Дома-музеи: и этот казачий беленый домик под горою, и тот, на старой московской улице, — они же стоят пусты. Предметы, книги, вещи… — а душа улетела, отлетела. И старинная барская усадьба, в глубинной России, — пуста. Лишь огромный дуб, по преданию посаженный поэтом, склоняется и шумит невдали от фамильного склепа.
И памятники, и портреты — мало похожи друг на друга, и еще меньше — на того, кого они пытались изобразить. Он остался неуловим и для карандаша, и для красок, и для бронзы. По-настоящему — запечатлелся только в слове. И в той музыке, в том загадочном веянии, чем таинственно пронизано слово. В самом дыхании, которым оно дышит…
Какие-то курортные люди шагают по пятигорскому терренкуру, утыканному нелепыми табличками: до места дуэли столько-то метров… Фотографируются у обелиска… — и кажется, что четыре каменных грифа по его углам еще угрюмее прячут свои клювы в перья… А другие, им подобные зеваки бродят по комнатам музеев…Чего они глазеют? что ищут?.. Лучше бы книгу раскрыли.
С тех пор, как неизвестно куда отлетела эта великая душа, земля словно одушевлена, словно отаинствованна ею. И наше слово, наша словесность, наши души — разве не изменились под неповторимым ее и неизбывным, вечным уже излучением!.. Сам состав русской души — переменился в чем-то под воздействием души лермонтовской. Точно подмечено: тот не русский, у кого сами собой не лились слезы при звучании песни «Выхожу один я на дорогу…».

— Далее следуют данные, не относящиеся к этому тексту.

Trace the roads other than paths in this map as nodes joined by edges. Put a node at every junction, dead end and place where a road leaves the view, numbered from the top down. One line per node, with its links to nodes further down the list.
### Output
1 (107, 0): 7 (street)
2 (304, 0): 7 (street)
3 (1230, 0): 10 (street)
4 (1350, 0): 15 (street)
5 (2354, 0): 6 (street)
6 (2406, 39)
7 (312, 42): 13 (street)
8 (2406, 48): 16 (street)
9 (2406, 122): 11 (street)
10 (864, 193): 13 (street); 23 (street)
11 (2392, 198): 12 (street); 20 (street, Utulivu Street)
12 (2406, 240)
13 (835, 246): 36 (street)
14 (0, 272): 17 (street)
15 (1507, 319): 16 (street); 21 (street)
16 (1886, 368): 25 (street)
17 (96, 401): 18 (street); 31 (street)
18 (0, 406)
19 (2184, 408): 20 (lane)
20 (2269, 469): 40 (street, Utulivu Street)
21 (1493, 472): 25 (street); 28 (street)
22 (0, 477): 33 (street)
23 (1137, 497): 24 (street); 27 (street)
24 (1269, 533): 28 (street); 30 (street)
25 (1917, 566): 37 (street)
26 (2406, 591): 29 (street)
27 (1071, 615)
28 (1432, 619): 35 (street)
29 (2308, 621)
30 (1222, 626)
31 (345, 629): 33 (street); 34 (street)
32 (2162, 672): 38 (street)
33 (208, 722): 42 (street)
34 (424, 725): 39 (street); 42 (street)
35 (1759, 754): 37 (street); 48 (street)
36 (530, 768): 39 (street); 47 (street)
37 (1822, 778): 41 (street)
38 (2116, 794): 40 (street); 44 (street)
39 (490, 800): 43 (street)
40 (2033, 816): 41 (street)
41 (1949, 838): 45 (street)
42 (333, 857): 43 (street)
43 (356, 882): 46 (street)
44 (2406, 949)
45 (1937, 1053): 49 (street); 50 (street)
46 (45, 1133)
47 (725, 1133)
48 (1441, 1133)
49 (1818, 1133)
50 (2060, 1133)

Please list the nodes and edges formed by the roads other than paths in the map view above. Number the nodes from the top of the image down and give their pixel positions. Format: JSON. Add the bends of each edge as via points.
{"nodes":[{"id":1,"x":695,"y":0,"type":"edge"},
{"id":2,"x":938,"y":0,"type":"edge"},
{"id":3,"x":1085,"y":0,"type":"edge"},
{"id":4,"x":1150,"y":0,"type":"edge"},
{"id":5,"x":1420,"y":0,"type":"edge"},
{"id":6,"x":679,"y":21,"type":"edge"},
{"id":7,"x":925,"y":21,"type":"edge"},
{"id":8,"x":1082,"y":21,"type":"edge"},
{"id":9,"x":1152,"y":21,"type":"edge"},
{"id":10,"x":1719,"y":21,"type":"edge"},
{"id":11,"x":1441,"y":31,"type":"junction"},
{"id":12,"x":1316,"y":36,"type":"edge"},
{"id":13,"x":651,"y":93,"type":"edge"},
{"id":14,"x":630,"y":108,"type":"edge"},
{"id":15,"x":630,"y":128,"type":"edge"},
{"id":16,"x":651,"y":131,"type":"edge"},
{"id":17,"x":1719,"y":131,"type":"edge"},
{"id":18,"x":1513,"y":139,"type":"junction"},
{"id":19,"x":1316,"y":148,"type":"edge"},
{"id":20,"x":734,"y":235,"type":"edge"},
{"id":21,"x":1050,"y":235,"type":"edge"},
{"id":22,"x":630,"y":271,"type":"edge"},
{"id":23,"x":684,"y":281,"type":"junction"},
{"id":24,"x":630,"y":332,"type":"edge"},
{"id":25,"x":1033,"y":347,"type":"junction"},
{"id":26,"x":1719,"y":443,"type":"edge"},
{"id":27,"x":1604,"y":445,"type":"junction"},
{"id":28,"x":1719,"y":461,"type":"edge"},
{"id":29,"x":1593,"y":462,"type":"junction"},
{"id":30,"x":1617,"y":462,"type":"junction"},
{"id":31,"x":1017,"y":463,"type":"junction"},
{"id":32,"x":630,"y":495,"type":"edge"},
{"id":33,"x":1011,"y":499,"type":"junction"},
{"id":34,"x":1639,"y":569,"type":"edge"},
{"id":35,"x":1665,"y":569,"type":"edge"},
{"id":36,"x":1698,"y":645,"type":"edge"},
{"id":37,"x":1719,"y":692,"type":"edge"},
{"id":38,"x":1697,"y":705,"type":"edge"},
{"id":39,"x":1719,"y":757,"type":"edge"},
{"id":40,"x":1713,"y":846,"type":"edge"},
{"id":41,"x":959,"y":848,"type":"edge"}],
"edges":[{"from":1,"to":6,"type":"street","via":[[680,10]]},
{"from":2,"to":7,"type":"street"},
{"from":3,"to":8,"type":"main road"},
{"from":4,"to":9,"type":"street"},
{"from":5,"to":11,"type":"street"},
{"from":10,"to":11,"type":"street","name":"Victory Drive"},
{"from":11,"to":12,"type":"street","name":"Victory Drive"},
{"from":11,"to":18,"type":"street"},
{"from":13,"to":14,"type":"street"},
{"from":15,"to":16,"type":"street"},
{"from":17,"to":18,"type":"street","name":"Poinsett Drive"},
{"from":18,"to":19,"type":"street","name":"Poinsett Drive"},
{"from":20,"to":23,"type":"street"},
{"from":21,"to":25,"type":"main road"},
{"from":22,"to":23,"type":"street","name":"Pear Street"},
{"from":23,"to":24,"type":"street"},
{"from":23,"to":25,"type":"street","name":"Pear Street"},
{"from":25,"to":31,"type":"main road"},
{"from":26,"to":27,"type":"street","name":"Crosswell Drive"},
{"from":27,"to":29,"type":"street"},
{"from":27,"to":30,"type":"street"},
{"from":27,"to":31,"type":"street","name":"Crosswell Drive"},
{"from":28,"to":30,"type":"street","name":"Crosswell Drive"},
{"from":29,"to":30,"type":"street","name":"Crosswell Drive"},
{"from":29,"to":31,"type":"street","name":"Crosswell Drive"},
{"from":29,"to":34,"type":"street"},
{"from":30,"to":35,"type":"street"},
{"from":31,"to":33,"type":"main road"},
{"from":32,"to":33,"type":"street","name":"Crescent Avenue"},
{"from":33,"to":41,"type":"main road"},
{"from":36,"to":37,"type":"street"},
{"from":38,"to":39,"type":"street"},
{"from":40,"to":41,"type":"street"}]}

Душа поэта — осознается это или нет кем-либо, да и всеми нами — живет в наших душах, в нашей жизни. И навсегда останется жить.
Энроф — согласно словарю толкований терминов Д. Андреева, это наш физический слой, понятие, развнозначное современному понятию астрономической вселенной; характеризуется наличием в нем пространства трех измерений и времени одного измерения.
По Д. Андрееву, это Великая Богорожденная монада, выразительница Бога-Сына, выразившая себя в человечестве Иисусом Христом.
Шаданакар — имя собственное сложной системы нашей планеты; эта система состоит из огромного числа (свыше 240) разноматериальных слоев, инопространственных и иновременных.
Гантунгр — так Д. Андреев называет планетарного демона системы нашей планеты; у этого демона три ипостаси: великого мучителя, великой блудницы, великого осуществителя демонического плана.
Даймоны — высшее человечество Шаданакара (у мистиков имя собственное системы нашей планеты, которая состоит из огромного числа — свыше 240 — разноматериальных слоев, инопространственных и иновременных), обитатели системы двух или нескольких разноматериальных слоев. Даймоны проходят путь становления, схожий с нашим, но начали его раньше и совершают успешнее. С нашим человечеством они связаны многообразными нитями…
Вестник — как формулирует Д. Андреев, это тот, кто, будучи вдохновляем даймоном, дает людям почувствовать сквозь образы искусства в широком смысле этого слова высшую правду и свет, льющиеся из миров иных.